### Available records

-=-=-=-=-

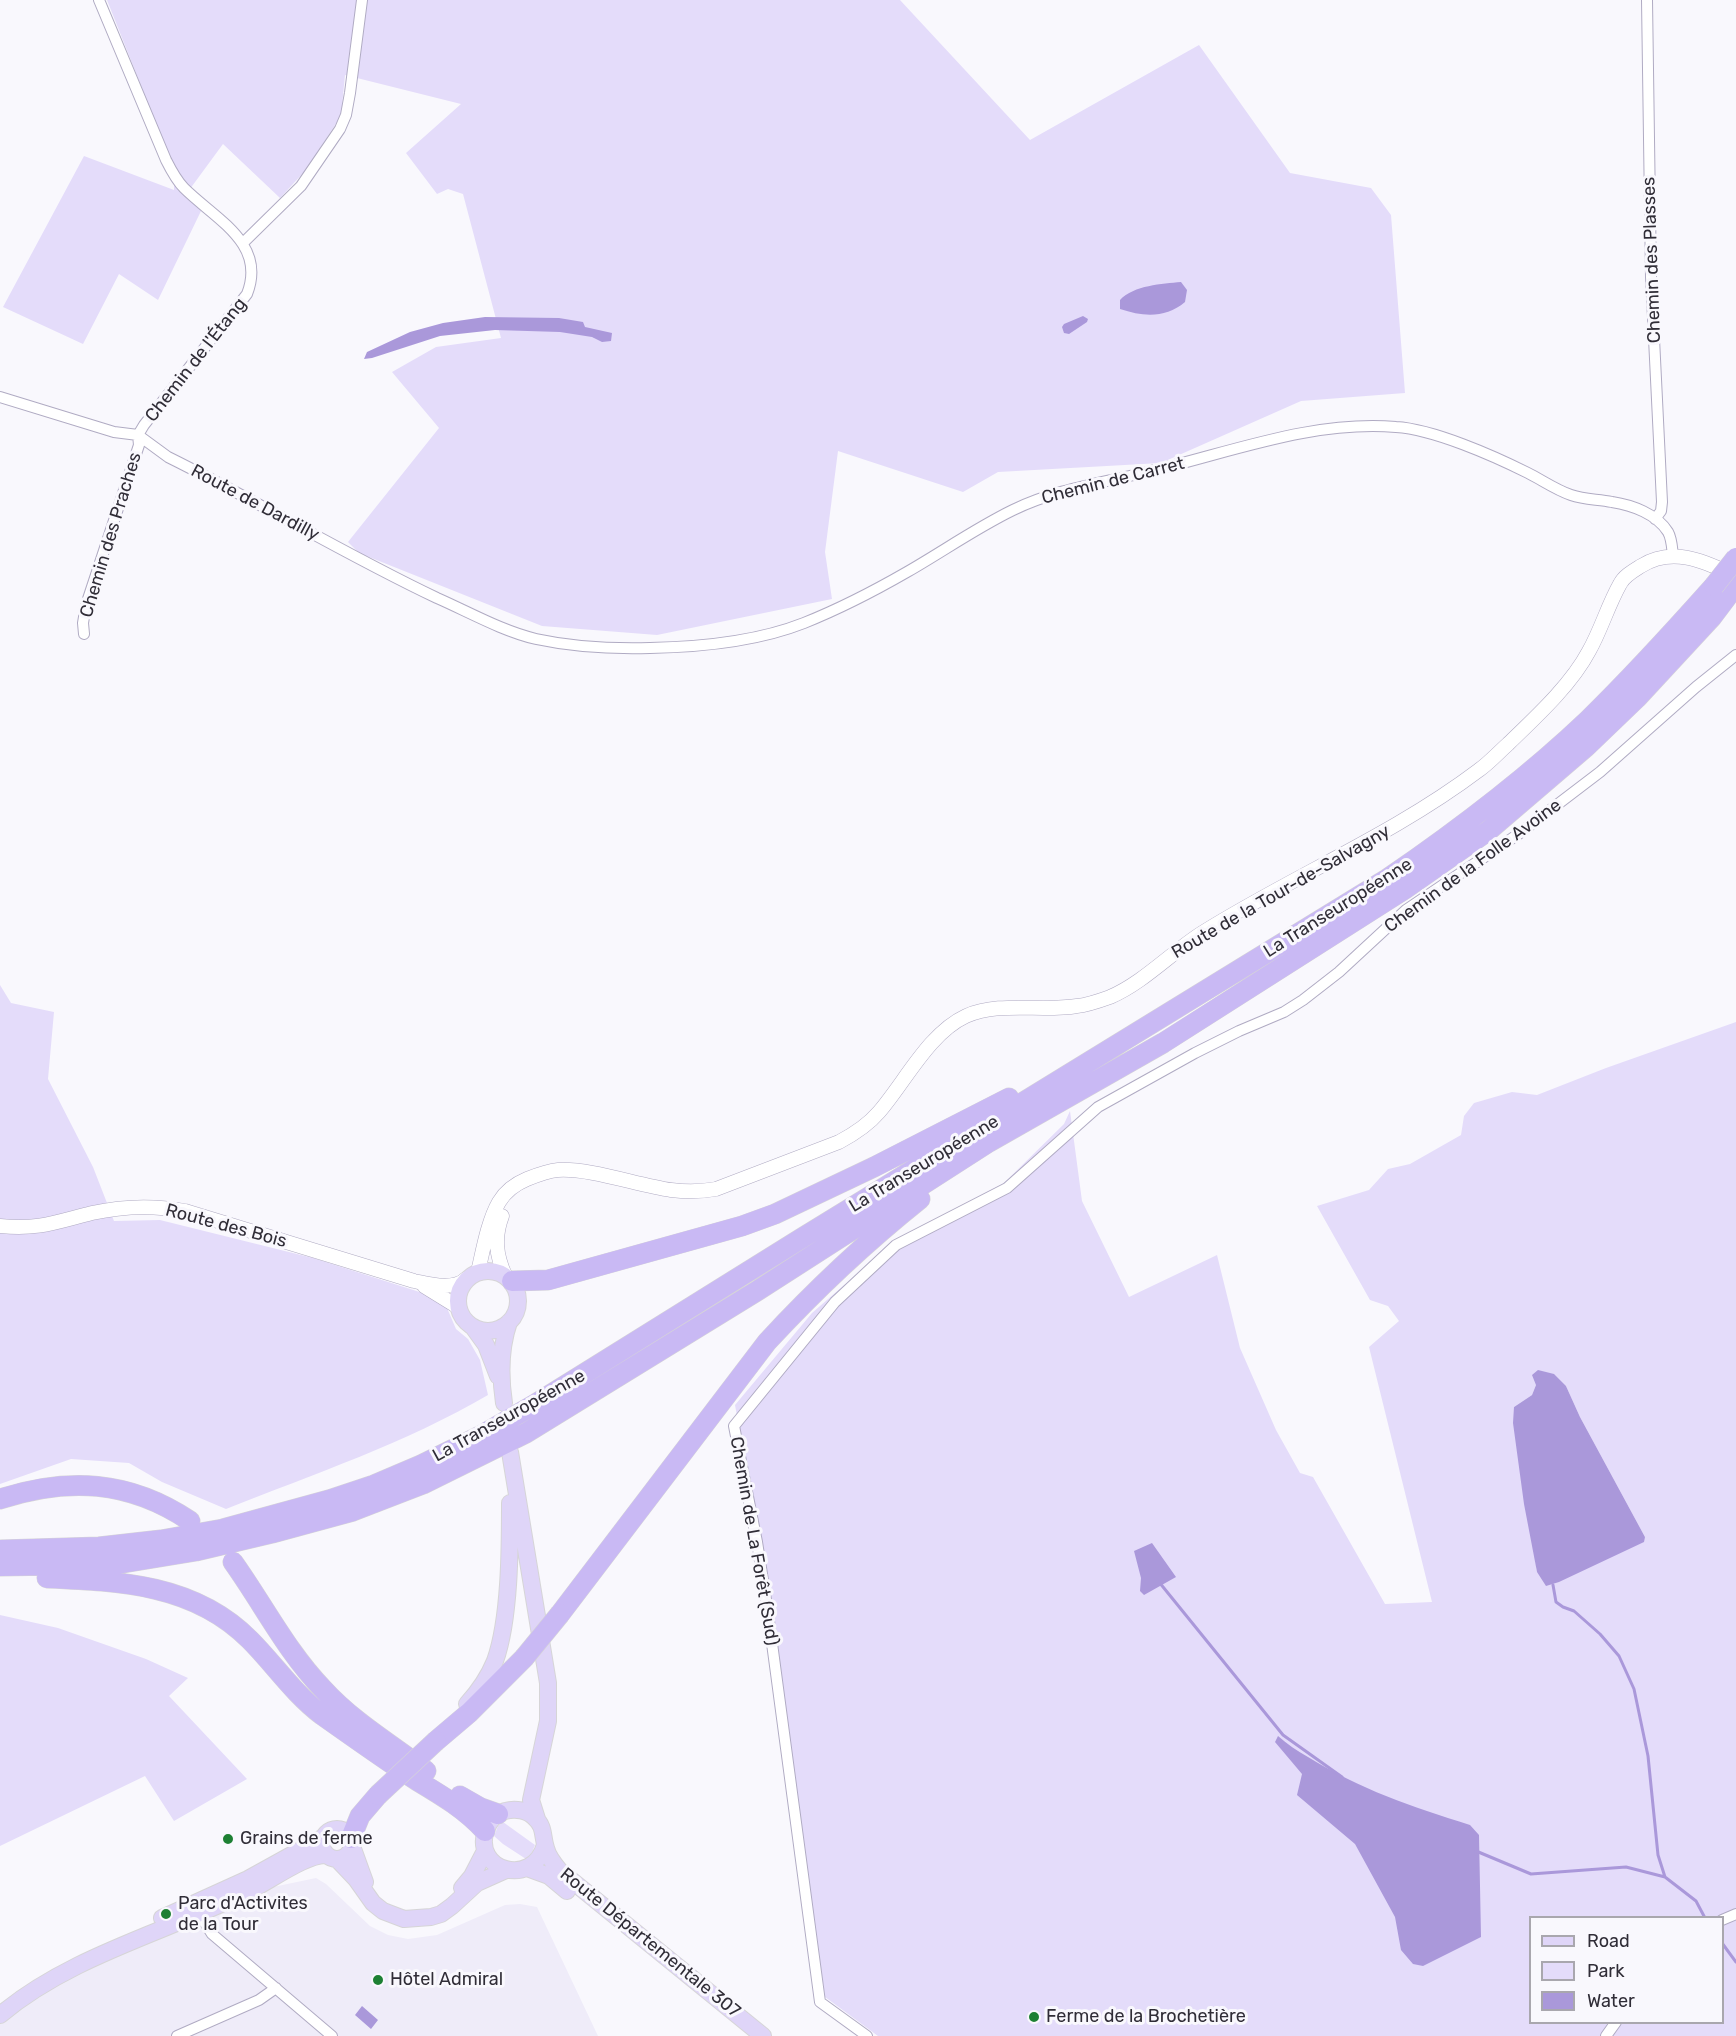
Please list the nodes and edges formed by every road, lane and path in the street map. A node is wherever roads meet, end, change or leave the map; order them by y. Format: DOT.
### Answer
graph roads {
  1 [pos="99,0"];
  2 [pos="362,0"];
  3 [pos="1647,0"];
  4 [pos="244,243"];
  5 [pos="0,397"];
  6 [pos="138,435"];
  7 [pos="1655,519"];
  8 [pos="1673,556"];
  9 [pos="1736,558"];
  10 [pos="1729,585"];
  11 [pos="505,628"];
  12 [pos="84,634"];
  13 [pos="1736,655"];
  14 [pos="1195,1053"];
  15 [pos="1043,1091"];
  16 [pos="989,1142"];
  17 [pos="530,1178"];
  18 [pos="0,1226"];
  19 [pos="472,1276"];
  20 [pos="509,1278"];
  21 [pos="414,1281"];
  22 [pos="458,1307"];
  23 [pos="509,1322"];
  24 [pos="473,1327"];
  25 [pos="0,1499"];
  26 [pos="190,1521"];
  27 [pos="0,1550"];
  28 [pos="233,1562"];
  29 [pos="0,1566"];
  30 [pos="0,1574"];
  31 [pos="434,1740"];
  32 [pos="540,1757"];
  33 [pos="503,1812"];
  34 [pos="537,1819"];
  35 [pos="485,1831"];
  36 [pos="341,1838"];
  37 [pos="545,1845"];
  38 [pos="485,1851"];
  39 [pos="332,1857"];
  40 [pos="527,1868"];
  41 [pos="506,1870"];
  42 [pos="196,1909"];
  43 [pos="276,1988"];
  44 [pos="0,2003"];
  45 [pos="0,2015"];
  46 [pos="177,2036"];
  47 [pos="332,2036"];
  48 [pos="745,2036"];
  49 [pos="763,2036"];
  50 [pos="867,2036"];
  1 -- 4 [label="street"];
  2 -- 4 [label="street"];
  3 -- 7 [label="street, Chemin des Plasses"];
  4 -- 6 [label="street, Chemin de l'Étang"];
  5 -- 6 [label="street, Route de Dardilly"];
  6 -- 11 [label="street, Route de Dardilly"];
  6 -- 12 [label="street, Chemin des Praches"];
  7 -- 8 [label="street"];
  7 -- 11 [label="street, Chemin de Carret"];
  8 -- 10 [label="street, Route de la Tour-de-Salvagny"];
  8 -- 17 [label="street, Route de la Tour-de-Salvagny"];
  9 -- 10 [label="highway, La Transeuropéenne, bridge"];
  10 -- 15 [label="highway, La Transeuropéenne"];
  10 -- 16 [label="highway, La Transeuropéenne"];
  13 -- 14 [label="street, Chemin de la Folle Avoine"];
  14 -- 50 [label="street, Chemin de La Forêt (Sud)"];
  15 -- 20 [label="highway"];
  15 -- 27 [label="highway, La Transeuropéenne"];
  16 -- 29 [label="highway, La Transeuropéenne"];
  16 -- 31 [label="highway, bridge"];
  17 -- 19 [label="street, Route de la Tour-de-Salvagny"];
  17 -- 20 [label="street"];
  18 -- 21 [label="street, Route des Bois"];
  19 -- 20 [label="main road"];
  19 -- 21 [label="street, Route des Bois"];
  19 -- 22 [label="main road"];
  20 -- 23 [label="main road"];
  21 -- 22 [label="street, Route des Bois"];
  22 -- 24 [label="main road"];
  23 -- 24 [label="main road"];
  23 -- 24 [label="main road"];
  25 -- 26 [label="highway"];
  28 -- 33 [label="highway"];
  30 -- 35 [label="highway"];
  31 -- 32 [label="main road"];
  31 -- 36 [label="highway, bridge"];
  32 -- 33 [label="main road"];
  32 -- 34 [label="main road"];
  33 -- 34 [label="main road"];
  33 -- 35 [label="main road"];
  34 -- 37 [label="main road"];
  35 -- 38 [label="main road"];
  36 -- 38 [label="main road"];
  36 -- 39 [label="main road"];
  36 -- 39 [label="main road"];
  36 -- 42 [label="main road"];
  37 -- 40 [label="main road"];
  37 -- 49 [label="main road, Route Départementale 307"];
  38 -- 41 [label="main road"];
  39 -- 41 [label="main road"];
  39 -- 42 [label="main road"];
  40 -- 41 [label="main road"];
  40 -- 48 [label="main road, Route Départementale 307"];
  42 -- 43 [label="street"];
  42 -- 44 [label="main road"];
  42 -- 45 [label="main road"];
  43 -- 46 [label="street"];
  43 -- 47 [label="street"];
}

-=-=-=-=-

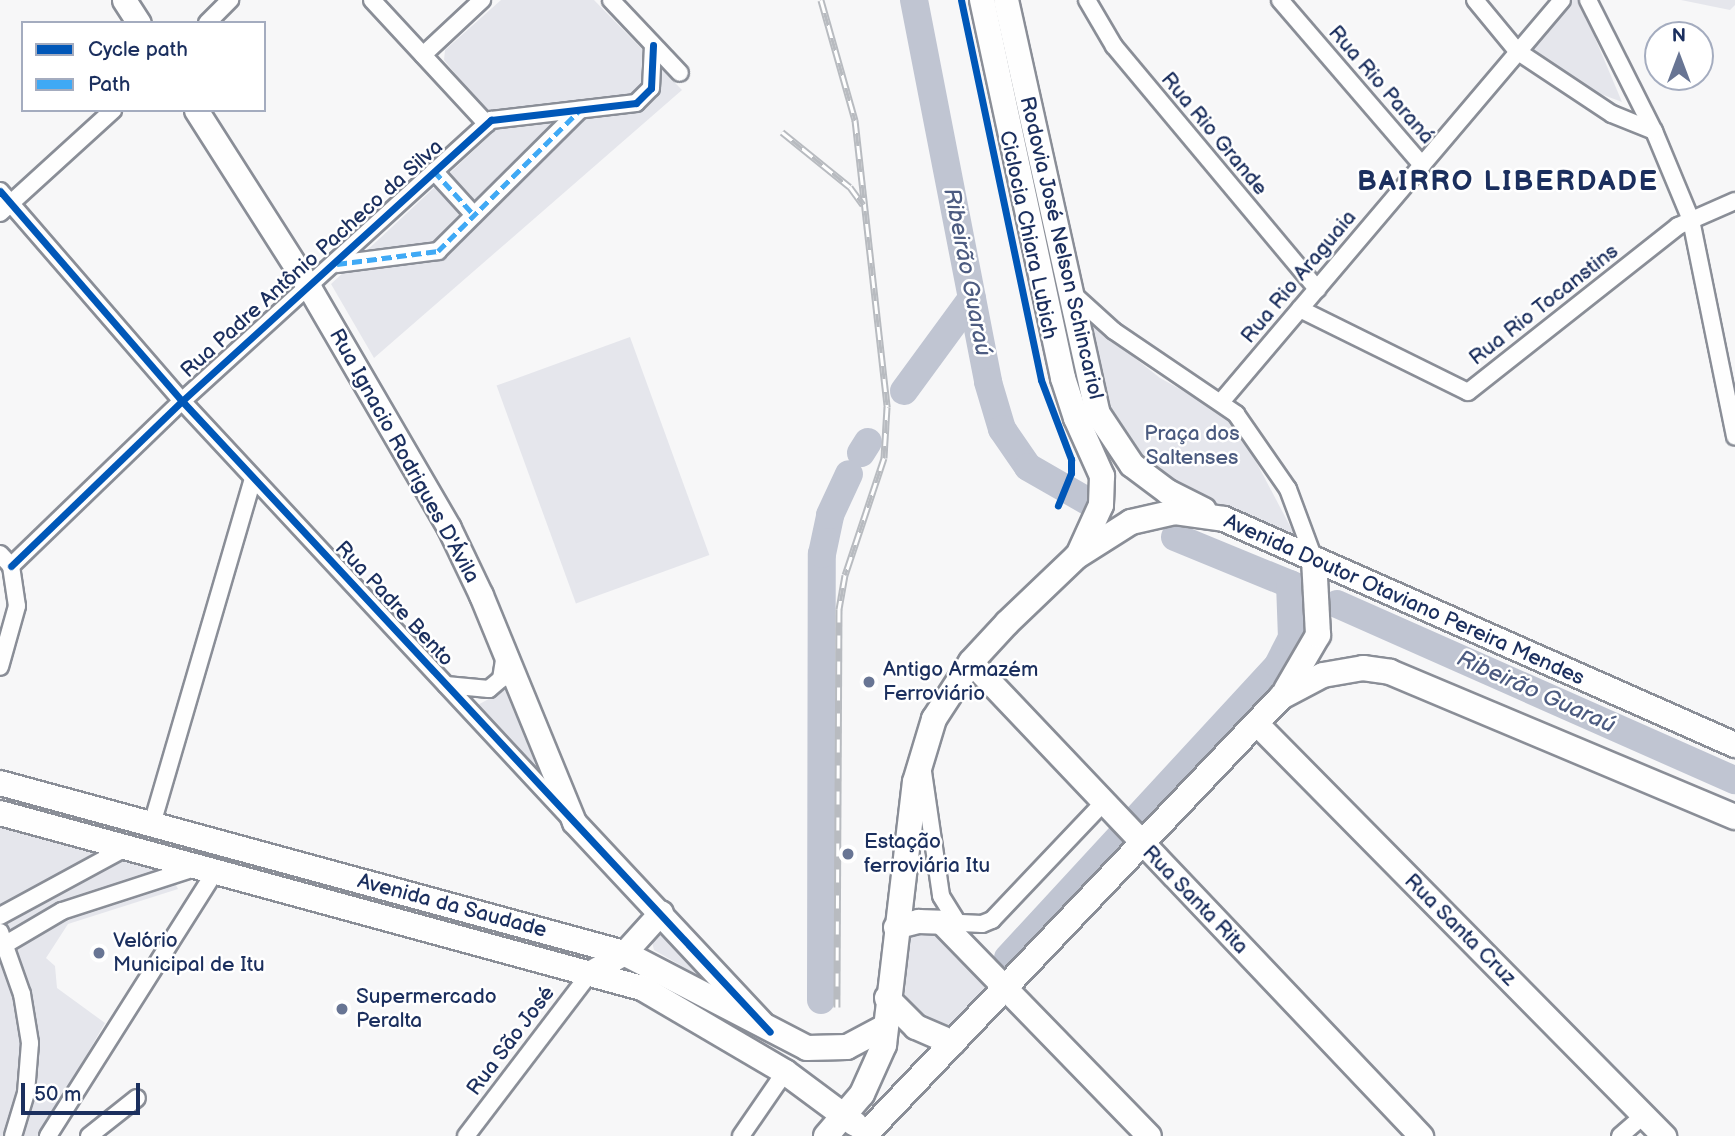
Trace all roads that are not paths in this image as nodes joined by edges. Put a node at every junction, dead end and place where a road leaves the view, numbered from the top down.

-=-=-=-=-

Search the preceding listing for the word "edges" and pull out every line that holds it.

### Reply to the exercise
Please list the nodes and edges formed by every road, lane and path in the street map. A node is wherever roads meet, end, change or leave the map; order them by y. Format: DOT.
Trace all roads that are not paths in this image as nodes joined by edges. Put a node at every junction, dead end and place where a road leaves the view, numbered from the top down.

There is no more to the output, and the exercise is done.